2. DeFi is not insured
COVER is not the first DeFi project to be attacked this year.
On the afternoon of December 14, Beijing time, the account of Hugh Karp, the founder of Nexus Mutual, the leading DeFi insurance project, was hacked and 370,000 NXM ($8.33 million) was stolen. The hacker first sold 102,000 NXM on 1inch and 16,000 NXM on Matcha. Subsequently, Nexus Mutual officially stated that the hacker address sold about 35,000 WNXM via 1inch.
According to the official disclosure details, after the attacker obtained remote control of Hugh Karp’s personal computer, he modified the Metamask plug-in used on the computer and misled him to sign the transaction in Figure 1-this transaction eventually transferred a huge amount of tokens to the attack In the person’s account.

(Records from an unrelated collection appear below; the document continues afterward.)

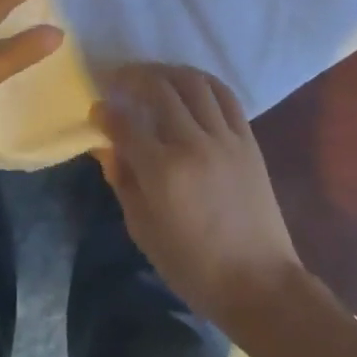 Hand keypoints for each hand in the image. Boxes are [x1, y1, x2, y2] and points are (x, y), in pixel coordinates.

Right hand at [92, 64, 305, 331]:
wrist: (260, 284)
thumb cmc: (194, 267)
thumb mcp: (144, 231)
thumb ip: (123, 182)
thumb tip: (108, 147)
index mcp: (163, 172)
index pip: (124, 124)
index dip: (104, 112)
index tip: (96, 109)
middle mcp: (193, 145)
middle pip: (158, 89)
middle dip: (132, 77)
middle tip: (118, 80)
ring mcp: (224, 139)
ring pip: (192, 83)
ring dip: (166, 71)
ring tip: (151, 75)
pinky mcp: (248, 141)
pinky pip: (225, 95)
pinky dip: (203, 81)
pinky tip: (188, 83) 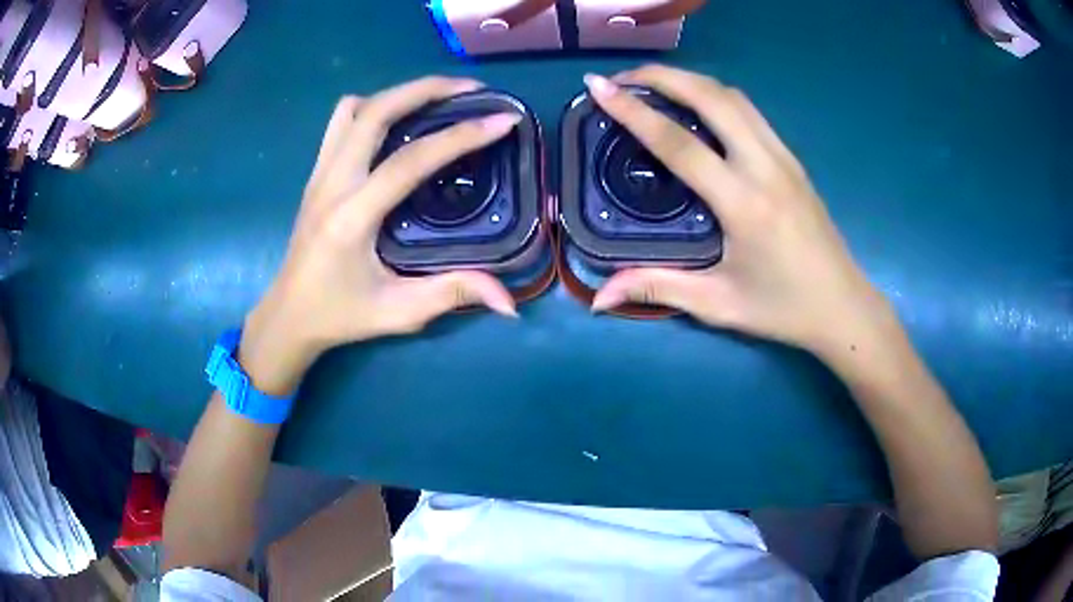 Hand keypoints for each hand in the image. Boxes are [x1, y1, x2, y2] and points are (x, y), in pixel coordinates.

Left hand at [241, 77, 520, 395]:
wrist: (288, 316)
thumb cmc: (340, 315)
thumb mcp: (398, 313)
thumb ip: (453, 295)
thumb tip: (509, 303)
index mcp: (351, 217)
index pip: (409, 161)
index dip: (461, 136)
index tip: (503, 120)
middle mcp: (331, 183)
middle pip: (376, 111)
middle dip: (427, 89)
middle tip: (472, 90)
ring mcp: (319, 173)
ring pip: (353, 108)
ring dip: (396, 95)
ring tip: (434, 101)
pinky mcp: (315, 173)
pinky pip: (340, 122)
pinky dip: (371, 109)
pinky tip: (394, 125)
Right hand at [587, 66, 894, 358]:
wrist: (843, 307)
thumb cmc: (782, 309)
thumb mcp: (719, 305)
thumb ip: (658, 288)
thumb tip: (599, 299)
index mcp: (743, 203)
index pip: (679, 144)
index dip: (632, 111)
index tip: (598, 87)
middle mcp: (765, 167)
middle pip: (711, 97)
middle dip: (662, 76)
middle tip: (623, 78)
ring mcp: (784, 158)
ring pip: (734, 97)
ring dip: (691, 81)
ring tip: (655, 85)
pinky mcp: (793, 160)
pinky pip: (750, 112)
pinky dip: (716, 96)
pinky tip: (698, 109) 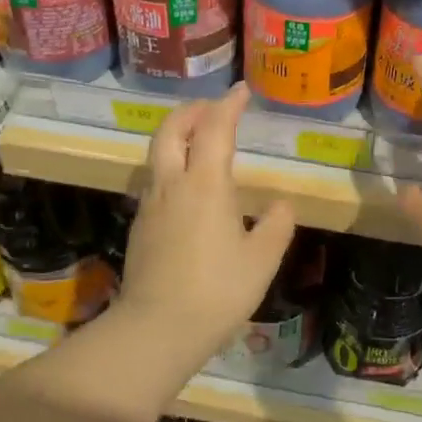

For DeFi insurance projects, the original intention is to reduce risk losses for other DeFi projects. It has been coveted by hackers, so security protection should be strengthened. Nowadays, hackers have repeatedly attacked and suffered losses due to their own vulnerabilities. Can such insurance programs really help users resist risks?
Since “Code is Law” is advocating in the DeFi world, then do the code well and achieve the ultimate without leaving any opportunities for hackers.
Finally, I hope that the development of DeFi will get better and better, and there will be fewer vulnerabilities.